Single by Squeeze

from the album Sweets from a Stranger
- Released: 1982 (Netherlands)
- Recorded: 1981
- Genre: Rock, new wave
- Length: 2:36
- Label: A&M
- Songwriter(s): Glenn Tilbrook and Chris Difford
- Producer(s): Squeeze & Phil McDonald

Squeeze singles chronology
| "When the Hangover Strikes" (1982) | "I've Returned" (1982) | "Annie Get Your Gun" (1982) |

= I've Returned =

"I've Returned" is a single in the Netherlands, released from Squeeze's fifth album, Sweets from a Stranger.

==Background==
Glenn Tillbrook said of the song, "It's slightly grandiose-sounding, which is not my cup of tea really.

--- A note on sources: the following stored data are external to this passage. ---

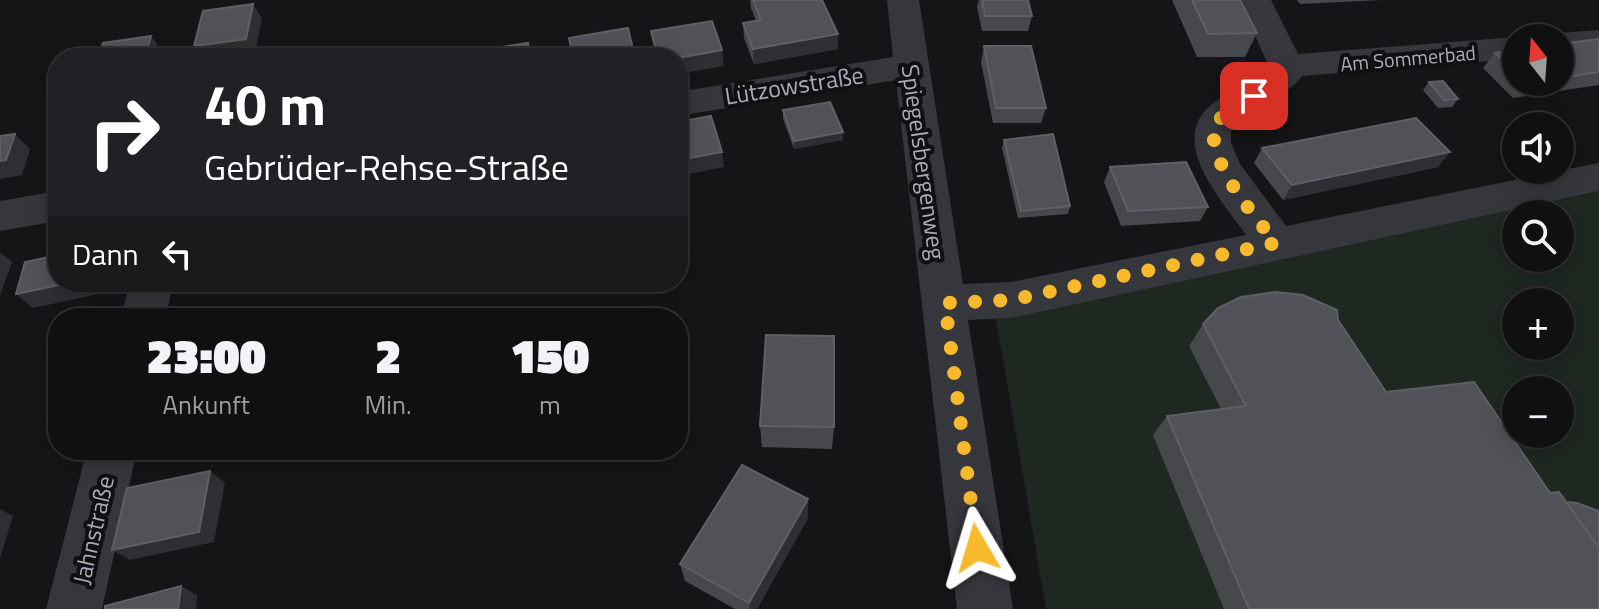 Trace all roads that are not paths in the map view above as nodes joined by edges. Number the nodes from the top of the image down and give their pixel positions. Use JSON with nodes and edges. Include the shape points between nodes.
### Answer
{"nodes":[{"id":1,"x":903,"y":0,"type":"edge"},
{"id":2,"x":1255,"y":0,"type":"edge"},
{"id":3,"x":1599,"y":41,"type":"edge"},
{"id":4,"x":1574,"y":43,"type":"edge"},
{"id":5,"x":1502,"y":49,"type":"edge"},
{"id":6,"x":909,"y":66,"type":"junction"},
{"id":7,"x":1293,"y":66,"type":"junction"},
{"id":8,"x":688,"y":102,"type":"edge"},
{"id":9,"x":1599,"y":177,"type":"edge"},
{"id":10,"x":48,"y":208,"type":"edge"},
{"id":11,"x":0,"y":216,"type":"edge"},
{"id":12,"x":1276,"y":243,"type":"junction"},
{"id":13,"x":945,"y":303,"type":"junction"},
{"id":14,"x":110,"y":460,"type":"edge"},
{"id":15,"x":74,"y":609,"type":"edge"},
{"id":16,"x":985,"y":609,"type":"edge"}],
"edges":[{"from":1,"to":6,"type":"street","name":"Spiegelsbergenweg"},
{"from":2,"to":7,"type":"street"},
{"from":3,"to":4,"type":"street"},
{"from":5,"to":7,"type":"street","name":"Am Sommerbad"},
{"from":6,"to":8,"type":"street","name":"Lützowstraße"},
{"from":6,"to":13,"type":"street","name":"Spiegelsbergenweg"},
{"from":7,"to":12,"type":"street","via":[[1281,81],[1227,111],[1213,127],[1212,143],[1221,164]]},
{"from":9,"to":12,"type":"street"},
{"from":10,"to":11,"type":"street"},
{"from":12,"to":13,"type":"street","via":[[1011,300]]},
{"from":13,"to":16,"type":"street","name":"Spiegelsbergenweg"},
{"from":14,"to":15,"type":"street","name":"Jahnstraße"}]}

On the whole it's not a bad version. It's a bit like Bruce Springsteen's 'Born to Run'. And yet another song about drinking." Chris Difford said, I've Returned' could have been on East Side Story. It's a lyric that reflects our early writing, so I suppose we were beginning to repeat ourselves. We were cocooned in a web of touring and it was suffocating our skills. We didn't have any time to observe".

The song also was a popular live number at the time. Tillbrook said, "We used to do this as the first number in the set, to replace 'In Quintessence'."

==Reception==
Cash Box praised its " sheer playfulness," calling it a "quick 'n clever slab of wry pop/rock."